Thank you in advance
The OpenWRT page linked in the article includes a link to telnetenable, which seems to still be live. I'm afraid I don't know anyone who still has one of the old Virgin routers to test whether the instructions still work.
Best of luck,
The instructions are still working, thanks! (I happened to use the Linux
Thanks for this great post. I could never use my Neatgear router after moving out from Virgin. This post made it possible to upgrade my router and now I was able to put it back online! Still works!!
Hi. I know this entry is very old, but I'm currently trying to debrand my virgin media Netgear DGN1000 router. Whenever I try to telnet into it, I get
8.0.1 (LAN MAC Address Here) admin changeme
send failed: 10057
Any help with this?
Got one of these routers out of a bin to extend my wireless network using it as a second access point. Still works as above using linux and telnetenable, however the only firmware I can find on the netgear website is for the american market. This means in wireless settings the region is locked to USA. Anyone still reading this know where a downloadable uk version is, even if its older so long as its not the virgin one.....

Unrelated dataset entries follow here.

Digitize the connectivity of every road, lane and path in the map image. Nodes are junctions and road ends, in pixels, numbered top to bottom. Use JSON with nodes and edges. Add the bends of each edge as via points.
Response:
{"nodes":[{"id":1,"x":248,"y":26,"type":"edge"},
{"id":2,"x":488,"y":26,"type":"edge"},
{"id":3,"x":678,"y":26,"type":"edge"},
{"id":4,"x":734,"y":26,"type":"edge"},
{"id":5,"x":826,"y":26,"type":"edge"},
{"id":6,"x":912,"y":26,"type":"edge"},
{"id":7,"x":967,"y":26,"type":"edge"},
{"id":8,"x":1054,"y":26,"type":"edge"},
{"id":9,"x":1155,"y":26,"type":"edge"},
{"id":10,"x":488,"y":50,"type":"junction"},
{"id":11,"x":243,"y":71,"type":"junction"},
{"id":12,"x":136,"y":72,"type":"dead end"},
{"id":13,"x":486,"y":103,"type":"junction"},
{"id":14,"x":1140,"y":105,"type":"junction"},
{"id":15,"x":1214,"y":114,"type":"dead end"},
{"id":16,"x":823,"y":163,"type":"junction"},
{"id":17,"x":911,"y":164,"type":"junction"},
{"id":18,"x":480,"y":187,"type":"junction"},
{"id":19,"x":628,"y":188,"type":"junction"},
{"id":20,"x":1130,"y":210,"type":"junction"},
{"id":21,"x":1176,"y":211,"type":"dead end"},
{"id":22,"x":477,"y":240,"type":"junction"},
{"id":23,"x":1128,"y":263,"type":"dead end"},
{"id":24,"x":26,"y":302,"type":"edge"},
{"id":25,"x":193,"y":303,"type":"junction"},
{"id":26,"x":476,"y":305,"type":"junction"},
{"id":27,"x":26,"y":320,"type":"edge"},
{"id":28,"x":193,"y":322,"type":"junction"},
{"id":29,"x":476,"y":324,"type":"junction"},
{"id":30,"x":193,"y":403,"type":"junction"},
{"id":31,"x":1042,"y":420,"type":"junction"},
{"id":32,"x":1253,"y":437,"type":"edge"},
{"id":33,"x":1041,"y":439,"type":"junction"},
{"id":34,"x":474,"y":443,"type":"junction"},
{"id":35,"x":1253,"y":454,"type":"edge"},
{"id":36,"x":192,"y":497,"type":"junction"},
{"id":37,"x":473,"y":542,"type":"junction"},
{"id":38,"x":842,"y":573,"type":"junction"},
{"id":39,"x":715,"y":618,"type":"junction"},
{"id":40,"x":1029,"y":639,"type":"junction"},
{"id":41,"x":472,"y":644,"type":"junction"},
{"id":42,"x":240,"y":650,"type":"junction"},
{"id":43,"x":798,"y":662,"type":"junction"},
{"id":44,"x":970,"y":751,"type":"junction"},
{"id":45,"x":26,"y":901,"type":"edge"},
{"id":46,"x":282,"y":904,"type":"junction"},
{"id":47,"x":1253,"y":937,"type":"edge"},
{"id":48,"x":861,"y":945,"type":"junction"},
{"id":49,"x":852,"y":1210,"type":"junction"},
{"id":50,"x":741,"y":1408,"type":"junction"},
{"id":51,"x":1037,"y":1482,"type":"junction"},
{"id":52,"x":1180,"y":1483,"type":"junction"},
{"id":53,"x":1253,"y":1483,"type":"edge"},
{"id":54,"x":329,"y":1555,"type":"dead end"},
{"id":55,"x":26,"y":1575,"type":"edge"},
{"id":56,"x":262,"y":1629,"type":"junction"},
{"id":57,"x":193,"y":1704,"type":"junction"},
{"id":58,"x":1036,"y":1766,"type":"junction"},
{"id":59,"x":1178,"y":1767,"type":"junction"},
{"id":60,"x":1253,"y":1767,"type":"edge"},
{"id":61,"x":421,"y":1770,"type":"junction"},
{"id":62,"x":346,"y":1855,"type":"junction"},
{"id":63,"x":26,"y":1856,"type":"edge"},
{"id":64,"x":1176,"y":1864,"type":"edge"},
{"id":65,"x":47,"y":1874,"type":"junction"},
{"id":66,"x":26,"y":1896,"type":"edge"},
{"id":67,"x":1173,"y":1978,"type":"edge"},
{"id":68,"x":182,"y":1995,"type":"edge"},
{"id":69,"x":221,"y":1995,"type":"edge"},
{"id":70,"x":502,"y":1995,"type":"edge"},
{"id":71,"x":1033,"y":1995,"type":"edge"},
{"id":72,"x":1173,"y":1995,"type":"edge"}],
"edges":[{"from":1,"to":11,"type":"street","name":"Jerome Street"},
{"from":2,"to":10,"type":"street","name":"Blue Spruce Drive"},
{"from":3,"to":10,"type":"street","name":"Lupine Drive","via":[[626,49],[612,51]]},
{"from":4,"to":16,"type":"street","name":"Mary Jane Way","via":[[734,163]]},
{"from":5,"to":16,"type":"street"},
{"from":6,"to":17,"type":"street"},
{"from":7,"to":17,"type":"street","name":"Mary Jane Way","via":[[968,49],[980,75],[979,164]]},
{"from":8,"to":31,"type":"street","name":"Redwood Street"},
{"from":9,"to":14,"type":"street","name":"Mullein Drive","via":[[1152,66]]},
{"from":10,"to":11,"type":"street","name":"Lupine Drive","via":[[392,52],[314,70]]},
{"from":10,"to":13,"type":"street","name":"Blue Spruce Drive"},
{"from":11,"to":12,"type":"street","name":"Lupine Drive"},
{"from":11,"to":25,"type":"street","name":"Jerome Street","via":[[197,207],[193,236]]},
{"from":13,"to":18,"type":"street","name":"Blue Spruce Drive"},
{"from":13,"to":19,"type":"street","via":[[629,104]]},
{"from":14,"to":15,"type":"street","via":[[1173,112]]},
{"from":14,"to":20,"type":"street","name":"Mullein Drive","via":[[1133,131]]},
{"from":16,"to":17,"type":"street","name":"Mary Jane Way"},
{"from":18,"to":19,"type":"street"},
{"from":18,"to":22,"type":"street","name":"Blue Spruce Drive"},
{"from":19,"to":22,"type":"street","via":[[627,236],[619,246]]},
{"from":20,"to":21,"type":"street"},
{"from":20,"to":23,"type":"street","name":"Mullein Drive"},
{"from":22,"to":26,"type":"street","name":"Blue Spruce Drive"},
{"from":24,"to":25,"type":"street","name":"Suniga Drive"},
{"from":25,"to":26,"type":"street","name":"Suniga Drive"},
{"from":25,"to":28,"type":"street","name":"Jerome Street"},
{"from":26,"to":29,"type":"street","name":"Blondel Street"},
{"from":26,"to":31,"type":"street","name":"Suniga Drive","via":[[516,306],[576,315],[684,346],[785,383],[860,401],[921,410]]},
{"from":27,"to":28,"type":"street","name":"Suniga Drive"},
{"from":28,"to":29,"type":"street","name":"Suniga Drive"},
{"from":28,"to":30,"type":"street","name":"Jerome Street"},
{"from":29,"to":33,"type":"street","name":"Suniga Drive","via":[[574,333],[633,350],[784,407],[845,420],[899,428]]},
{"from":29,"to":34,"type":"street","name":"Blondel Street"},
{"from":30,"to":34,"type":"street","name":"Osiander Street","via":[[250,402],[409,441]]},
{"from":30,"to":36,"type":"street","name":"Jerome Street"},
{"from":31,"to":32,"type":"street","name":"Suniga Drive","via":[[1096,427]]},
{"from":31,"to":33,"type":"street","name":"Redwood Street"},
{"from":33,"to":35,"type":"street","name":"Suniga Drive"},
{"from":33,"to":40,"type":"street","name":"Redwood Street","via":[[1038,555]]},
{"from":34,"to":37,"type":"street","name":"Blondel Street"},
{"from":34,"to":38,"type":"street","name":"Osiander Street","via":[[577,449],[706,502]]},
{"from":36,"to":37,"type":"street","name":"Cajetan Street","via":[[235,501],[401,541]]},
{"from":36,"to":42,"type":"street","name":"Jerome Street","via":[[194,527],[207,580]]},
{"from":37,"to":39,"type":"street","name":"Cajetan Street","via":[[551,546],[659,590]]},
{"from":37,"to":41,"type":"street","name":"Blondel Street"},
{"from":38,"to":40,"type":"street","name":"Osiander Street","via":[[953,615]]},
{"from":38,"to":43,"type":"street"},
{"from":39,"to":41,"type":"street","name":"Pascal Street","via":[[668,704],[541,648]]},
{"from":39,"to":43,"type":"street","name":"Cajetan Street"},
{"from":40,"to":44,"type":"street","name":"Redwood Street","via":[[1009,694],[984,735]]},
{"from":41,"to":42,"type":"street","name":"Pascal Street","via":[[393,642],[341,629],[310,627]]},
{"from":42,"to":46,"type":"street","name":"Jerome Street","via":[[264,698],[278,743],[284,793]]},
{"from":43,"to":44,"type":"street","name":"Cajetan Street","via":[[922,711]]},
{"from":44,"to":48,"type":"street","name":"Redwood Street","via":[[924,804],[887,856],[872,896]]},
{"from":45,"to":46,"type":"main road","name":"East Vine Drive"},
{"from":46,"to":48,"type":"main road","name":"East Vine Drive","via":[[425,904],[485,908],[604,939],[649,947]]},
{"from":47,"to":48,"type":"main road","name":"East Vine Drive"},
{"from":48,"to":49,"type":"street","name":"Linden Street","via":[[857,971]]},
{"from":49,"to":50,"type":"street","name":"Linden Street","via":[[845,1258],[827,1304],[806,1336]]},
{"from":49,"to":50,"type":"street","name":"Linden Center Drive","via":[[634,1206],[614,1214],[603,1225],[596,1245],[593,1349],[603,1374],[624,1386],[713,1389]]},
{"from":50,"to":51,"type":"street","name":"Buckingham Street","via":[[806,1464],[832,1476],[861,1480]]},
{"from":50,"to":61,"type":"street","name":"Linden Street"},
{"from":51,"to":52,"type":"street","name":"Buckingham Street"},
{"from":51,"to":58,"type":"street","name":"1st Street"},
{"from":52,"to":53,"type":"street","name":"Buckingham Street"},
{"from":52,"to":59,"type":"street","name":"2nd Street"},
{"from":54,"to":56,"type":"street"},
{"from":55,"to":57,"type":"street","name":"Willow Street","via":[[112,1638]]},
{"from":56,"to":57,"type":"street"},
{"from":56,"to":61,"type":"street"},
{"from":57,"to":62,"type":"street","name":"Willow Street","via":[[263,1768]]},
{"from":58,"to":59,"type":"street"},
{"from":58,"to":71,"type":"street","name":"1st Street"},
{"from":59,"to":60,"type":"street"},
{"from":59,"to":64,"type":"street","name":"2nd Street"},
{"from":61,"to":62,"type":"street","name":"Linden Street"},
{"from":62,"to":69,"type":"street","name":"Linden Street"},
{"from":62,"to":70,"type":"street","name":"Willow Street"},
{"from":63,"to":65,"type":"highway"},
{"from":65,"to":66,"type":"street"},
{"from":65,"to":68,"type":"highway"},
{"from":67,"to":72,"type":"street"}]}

Didnt take long with a bit of googling to turn up an older worldwide firmware. Ive flashed it and all working ok. Miles better than the stock virgin stuff.
Forgot in my last comment to thank whoever posted this in the first place, so thankyou! You've saved another router from the bin and its now in service in the loft extending my WIFI upstairs.
For anyone else who is reading this and is looking to do the same the download link I found was http://drivers.softpedia.com/get/NETWORK-CARD/NETGEAR/Netgear-WGR614v9-…
Glad that the post was useful to you. Thanks for taking the time to post the link to the UK firmware, hopefully that will enable some other people keep more of these out of landfill!
Had a go with this in late 2020. I was having issues with a Virgin Superhub, and thought I'd try an old router as a temporary workaround. This also kept dropping out with the standard Virgin firmware.
I used the Linux version of telnetenable and the strings method. Some characters appeared after the _NETGEAR part of the string, which I think I discarded. The telnet username and password really were Gearguy Geardog.
Rick's comment above was most helpful with providing firmware that would actually update from the base Virgin firmware. After that, I was able to update to the latest Firmware Version 1.2.32 (All regions except North America) on the Netgear website.
The latter wouldn't update directly by following the telnet/burnboardid/update process.
For the last 48 hours the router has been rock solid, despite several phones, several computers, a TV and various home automation devices all competing for bandwidth. Wife happy. Result!
Not bad for instructions posted more than a decade ago...
Hey Mark, thanks for taking the time to post back with details about how to carry out the upgrade, great to hear that the process still works after all these years!